#### STUDY MATERIAL ####

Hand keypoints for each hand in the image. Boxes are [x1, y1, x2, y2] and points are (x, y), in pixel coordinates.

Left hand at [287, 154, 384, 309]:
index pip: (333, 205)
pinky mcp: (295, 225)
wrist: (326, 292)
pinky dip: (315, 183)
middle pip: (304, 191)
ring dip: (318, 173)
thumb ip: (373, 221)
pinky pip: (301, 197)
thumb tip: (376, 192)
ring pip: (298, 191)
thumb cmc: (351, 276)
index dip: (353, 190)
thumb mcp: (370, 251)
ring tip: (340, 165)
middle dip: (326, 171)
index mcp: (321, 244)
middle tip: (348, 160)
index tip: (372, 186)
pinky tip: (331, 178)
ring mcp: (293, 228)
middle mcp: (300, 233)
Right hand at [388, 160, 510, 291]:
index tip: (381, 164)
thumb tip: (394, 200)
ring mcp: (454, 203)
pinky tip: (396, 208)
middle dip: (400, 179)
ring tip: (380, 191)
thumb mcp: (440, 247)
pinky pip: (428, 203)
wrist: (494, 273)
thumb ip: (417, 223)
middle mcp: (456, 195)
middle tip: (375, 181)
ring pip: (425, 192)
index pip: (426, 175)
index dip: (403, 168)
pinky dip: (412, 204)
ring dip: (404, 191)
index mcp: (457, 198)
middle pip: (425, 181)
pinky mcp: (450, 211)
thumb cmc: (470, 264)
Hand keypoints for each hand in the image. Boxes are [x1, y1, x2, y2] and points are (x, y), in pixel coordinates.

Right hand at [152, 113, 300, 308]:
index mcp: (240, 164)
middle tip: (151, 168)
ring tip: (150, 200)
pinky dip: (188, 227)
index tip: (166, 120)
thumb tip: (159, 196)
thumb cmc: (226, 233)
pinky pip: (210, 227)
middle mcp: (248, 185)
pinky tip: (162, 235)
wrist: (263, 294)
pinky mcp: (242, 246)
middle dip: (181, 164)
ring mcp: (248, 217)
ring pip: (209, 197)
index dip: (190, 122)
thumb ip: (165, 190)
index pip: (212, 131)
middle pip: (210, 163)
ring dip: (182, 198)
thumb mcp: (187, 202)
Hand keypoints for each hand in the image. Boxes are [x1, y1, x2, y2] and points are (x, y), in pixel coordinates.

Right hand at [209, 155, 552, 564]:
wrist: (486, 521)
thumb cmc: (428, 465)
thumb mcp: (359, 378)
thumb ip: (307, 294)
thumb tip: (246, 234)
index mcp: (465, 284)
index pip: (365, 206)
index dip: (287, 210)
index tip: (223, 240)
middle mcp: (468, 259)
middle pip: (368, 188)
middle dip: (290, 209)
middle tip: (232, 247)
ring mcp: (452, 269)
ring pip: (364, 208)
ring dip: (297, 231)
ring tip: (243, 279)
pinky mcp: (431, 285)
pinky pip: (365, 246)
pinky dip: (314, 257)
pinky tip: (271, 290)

####

### [YOUR ASSIGNMENT]
Reproduce the lines above, beginning at the line with "thumb ip: (417, 223)" and stopping after the line with "index mcp: (240, 164)", exactly as they are.

### [RESULT OF THIS EXERCISE]
thumb ip: (417, 223)
middle mcp: (456, 195)
middle tip: (375, 181)
ring pip: (425, 192)
index pip: (426, 175)
index dip: (403, 168)
pinky dip: (412, 204)
ring dip: (404, 191)
index mcp: (457, 198)
middle pip: (425, 181)
pinky mcp: (450, 211)
thumb cmc: (470, 264)
Hand keypoints for each hand in the image. Boxes are [x1, y1, x2, y2] and points are (x, y), in pixel coordinates.

Right hand at [152, 113, 300, 308]:
index mcp: (240, 164)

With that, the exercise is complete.